Winston Smith, um homem comum, com um nome que evoca o primeiro-ministro da Segunda Guerra e o sobrenome inglês mais comum de todos, é nosso guia nesse inferno. Ele nos conduz a um labirinto de mentiras fabricadas no Ministério da Verdade, um lugar em que o passado vai sendo reescrito a cada dia para que o Partido-Estado, onipotente e onipresente, esteja sempre certo. Notícias que desagradam simplesmente deixam de existir, incineradas em um presente interminável.

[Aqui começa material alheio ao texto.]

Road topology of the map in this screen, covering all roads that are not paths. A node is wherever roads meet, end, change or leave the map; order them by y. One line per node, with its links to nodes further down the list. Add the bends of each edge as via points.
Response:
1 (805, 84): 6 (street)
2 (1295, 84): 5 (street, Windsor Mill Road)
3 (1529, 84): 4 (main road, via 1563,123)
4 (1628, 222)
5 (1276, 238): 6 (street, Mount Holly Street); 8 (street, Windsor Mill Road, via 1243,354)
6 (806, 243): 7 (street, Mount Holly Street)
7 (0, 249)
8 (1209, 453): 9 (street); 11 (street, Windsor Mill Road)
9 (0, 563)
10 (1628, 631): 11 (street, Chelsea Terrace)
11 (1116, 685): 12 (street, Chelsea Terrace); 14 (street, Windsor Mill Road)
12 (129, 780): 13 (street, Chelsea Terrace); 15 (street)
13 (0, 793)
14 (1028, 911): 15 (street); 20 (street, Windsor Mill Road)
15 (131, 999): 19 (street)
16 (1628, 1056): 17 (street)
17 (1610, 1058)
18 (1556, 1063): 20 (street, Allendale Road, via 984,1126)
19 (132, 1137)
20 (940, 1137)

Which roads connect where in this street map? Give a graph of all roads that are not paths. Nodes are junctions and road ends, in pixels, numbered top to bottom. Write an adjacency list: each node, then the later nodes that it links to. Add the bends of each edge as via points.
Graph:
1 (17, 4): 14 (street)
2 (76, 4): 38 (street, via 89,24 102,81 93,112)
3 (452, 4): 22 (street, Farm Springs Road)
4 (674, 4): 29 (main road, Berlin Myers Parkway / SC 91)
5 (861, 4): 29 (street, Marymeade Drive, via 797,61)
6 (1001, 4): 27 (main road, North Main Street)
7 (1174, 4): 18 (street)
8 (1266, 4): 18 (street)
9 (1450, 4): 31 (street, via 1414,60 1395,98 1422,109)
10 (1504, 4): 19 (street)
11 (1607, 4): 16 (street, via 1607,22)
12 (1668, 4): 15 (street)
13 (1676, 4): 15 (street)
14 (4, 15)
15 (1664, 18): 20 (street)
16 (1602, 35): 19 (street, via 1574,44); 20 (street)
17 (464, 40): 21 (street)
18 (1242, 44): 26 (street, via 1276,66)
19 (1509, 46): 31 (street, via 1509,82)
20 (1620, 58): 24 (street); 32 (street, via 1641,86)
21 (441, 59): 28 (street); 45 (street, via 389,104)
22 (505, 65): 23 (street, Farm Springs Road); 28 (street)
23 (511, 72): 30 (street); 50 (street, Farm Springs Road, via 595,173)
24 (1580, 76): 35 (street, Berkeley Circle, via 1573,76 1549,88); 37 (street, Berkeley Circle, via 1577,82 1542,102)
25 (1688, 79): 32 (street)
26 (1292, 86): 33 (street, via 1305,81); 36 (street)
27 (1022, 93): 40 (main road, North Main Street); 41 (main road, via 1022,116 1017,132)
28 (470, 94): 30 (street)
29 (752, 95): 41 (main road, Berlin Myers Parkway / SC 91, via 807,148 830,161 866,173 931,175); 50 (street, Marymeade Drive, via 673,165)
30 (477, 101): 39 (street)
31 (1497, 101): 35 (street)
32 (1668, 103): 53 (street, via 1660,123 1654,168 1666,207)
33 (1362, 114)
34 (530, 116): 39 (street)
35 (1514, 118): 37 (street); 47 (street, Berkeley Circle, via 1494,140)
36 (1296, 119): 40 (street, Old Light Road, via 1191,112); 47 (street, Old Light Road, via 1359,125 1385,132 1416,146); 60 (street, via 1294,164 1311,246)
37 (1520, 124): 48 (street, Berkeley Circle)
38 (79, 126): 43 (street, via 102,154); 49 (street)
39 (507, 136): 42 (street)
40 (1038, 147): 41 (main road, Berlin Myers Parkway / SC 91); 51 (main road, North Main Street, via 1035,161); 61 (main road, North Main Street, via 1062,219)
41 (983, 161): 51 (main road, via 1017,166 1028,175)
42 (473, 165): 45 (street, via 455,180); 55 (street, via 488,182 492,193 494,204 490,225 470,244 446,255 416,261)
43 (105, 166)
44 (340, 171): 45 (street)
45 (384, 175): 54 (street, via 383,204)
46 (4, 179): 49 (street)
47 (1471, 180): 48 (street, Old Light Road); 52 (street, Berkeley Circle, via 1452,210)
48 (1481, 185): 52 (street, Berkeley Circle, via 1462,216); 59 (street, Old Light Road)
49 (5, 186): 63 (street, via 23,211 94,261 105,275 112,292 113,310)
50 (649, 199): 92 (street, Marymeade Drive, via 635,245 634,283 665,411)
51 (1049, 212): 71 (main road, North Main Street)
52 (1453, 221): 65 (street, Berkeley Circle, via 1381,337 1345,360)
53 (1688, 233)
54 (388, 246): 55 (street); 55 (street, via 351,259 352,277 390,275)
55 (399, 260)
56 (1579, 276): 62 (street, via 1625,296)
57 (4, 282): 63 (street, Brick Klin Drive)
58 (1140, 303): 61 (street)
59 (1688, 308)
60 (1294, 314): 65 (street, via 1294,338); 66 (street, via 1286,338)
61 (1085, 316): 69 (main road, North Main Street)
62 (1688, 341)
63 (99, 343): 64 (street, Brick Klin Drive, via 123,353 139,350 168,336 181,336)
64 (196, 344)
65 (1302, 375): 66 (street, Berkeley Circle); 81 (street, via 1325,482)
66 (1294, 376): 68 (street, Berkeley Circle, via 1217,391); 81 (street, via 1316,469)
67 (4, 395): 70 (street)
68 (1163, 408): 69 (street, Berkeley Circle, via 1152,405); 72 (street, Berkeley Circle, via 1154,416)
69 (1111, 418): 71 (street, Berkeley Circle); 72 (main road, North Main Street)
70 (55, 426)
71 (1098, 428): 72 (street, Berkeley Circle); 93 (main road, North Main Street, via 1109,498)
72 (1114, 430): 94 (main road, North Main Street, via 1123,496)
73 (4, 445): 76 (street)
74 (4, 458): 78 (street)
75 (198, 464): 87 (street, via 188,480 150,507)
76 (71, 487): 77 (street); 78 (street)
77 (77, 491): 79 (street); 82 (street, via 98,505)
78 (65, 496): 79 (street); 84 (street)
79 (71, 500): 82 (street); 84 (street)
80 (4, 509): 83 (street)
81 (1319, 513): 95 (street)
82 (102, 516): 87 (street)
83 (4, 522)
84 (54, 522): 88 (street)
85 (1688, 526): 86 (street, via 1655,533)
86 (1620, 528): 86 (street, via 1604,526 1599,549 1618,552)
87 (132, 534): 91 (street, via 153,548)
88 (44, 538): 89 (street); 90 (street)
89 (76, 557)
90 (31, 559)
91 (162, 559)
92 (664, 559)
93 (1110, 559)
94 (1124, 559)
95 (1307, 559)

Orwell, como um profeta do nosso tempo, desenha um mundo de vigilância constante. Em cada casa, a teletela da coletividade está perpetuamente ligada, espionando a intimidade dos cidadãos. O objetivo é simples e aterrorizante: impedir o crimipensar, ou seja, o crime de pensar algo que desagrade o Partido. Não há vida privada, não há segredos. Há apenas a uniformidade do consenso fabricado.
A rebelião de Winston não começa com uma bomba, mas com o simples ato de escrever. Em um cubículo, escondido de uma teletela, nas páginas de um livro em branco, com uma caneta-tinteiro que o conecta a um passado quase esquecido, ele comete a primeira e maior transgressão de sua vida. Escreve repetidamente:
ABAIXO O GRANDE IRMÃO
ABAIXO O GRANDE IRMÃO
ABAIXO O GRANDE IRMÃO
ABAIXO O GRANDE IRMÃO
ABAIXO O GRANDE IRMÃO
ABAIXO O GRANDE IRMÃO
ABAIXO O GRANDE IRMÃO
Nesse momento, ele entende a si mesmo como um indivíduo capaz de livre-arbítrio. E sabe que, ao fazer isso, é um homem marcado para morrer.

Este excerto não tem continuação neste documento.